About Society Matters

Provocative, relevant, current: for the last decade Society Matters magazine has been informing, engaging and annoying social sciences students in equal measure. Now, its move online has given us the chance to bring its lively mix of analysis and opinion to a wider audience.

Society Matters online started in October 2010 and has, so far, covered a wide range of issues and topics ranging from inequality and the big society to arms sales and foreign policy. All can be seen by scrolling down from the top of the Society Matters front page.

We have also illustrated many of these posts with the work of our two illustrators (see below). Serious analyses have been interspersed with posts on a less weighty issues which show both human folly and innovation.

Society Matters continues to be edited by its original creator, Dick Skellington. Dick, pictured above, was previously a programme manager in the social sciences faculty, walks the talk through an active involvement in the affairs of his home town of Stony Stratford, Bucks, and finds light relief through writing poetry and the occasional stage appearance in local productions.

Since many years at the coalface of journalism have taught us all that sometimes a picture really is worth a thousand words Dick is aided and abetted by resident illustrators, Gary Edwards and Catherine Pain – both former OU students.

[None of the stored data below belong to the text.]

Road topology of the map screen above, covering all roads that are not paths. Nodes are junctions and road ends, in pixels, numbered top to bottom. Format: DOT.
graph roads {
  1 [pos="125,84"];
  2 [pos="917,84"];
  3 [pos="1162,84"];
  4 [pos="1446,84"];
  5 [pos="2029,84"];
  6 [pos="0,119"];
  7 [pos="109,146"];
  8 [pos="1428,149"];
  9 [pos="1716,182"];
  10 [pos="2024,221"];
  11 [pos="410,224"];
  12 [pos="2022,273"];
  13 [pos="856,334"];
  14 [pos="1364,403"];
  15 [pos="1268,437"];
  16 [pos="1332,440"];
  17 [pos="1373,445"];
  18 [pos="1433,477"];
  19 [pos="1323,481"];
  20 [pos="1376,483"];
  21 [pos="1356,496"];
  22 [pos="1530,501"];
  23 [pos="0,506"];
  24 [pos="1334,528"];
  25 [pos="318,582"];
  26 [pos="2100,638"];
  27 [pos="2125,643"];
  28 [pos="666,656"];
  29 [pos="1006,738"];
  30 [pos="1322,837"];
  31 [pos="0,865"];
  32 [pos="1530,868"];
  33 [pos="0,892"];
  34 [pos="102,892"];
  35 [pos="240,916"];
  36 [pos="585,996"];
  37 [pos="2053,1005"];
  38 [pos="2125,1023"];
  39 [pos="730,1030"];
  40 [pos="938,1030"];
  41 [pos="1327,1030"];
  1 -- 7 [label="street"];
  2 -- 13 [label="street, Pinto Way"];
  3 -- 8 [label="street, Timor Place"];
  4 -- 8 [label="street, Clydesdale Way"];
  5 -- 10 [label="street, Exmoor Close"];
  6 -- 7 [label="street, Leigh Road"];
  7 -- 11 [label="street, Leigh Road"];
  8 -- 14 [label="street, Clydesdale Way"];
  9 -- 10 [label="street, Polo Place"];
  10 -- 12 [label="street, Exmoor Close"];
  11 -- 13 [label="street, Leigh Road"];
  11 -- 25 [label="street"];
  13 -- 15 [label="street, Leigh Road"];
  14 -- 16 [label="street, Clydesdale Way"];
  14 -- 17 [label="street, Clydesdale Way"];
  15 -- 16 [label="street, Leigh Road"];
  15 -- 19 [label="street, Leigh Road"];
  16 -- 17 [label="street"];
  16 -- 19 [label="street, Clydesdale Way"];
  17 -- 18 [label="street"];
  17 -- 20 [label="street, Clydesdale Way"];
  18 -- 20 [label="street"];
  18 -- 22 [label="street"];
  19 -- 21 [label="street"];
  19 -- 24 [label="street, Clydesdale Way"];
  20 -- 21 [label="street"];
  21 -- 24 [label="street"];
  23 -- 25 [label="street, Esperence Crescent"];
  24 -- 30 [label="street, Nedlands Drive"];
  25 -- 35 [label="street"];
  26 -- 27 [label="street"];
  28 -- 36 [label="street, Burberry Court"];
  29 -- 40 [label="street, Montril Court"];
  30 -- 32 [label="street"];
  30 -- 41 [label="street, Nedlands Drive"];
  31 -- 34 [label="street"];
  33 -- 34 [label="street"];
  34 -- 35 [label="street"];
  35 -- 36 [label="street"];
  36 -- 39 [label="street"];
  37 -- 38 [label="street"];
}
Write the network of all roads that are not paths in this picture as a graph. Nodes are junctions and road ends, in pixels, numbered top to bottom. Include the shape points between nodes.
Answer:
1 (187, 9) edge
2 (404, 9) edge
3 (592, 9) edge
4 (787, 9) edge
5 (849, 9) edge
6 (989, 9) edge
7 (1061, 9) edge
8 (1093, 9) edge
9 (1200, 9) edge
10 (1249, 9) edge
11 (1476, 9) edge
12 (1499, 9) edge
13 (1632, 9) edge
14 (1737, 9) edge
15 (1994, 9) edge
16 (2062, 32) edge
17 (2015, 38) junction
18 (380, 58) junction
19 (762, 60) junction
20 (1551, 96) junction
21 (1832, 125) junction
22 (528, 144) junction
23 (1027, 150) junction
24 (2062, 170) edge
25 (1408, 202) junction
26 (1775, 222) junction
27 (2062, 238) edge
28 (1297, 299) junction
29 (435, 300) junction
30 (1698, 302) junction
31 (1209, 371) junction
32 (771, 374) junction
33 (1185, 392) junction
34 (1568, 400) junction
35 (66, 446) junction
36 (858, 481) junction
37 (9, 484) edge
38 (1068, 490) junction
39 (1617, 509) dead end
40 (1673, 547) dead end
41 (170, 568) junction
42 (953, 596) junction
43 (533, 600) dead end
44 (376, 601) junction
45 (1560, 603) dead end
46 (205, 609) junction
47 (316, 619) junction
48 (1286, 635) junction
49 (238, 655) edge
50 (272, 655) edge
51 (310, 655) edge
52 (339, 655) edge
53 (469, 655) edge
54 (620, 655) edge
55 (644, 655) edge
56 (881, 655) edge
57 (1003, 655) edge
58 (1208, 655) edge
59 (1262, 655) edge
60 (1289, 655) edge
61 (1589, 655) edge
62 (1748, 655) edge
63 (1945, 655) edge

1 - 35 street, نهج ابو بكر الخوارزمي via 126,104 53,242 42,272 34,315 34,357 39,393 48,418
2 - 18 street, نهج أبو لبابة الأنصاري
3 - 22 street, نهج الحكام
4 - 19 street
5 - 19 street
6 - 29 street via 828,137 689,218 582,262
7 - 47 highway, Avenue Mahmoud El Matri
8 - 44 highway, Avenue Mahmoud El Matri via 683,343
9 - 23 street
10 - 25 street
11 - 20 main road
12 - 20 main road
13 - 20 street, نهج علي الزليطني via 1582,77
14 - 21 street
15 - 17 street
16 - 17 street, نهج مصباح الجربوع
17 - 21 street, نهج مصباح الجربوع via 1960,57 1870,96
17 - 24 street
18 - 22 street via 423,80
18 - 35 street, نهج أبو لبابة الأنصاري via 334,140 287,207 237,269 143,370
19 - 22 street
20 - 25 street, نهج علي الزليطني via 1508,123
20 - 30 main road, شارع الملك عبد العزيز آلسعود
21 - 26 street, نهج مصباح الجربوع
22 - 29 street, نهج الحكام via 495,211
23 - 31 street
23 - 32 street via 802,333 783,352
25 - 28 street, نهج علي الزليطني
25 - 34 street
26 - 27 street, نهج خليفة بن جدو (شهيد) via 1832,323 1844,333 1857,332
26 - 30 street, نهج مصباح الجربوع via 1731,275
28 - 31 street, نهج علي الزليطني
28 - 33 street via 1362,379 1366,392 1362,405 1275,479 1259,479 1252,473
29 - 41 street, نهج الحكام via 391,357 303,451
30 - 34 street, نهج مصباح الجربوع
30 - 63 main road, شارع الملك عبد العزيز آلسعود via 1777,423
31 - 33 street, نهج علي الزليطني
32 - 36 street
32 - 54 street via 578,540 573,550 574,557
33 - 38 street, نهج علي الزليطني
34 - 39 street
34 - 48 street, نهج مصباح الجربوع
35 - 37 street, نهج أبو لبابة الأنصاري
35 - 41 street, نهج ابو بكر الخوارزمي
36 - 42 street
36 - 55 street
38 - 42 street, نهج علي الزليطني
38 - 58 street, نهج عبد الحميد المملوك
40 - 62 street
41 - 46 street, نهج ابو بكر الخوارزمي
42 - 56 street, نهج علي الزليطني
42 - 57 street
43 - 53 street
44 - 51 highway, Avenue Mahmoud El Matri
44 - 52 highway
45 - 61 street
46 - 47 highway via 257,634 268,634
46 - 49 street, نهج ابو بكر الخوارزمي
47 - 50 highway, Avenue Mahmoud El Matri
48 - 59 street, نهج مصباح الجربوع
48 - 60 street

Catherine has drawn and painted all her life, and when she is not pillorying public figures for Society Matters paints animal portraits, works in stained glass and produces alphabet teaching posters for children. Her work is in several galleries in and around her current home in Cambridgeshire and her publications include an illustrated cookbook sold on behalf of the National Trust, a colouring book for small children, Alphabet for Colouring, and The Lost Children, a story for older children. Her website is at catherinepain.co.uk

Gary has written two best-selling books about his travels all over the world watching Leeds United FC, Paint it White  and Leeds United - The Second Coat. His third title No Glossing Over  will be published by Mainstream in September 2011. He has not missed a Leeds game anywhere in the world since February 1968 and married his wife Lesley at Elland Road.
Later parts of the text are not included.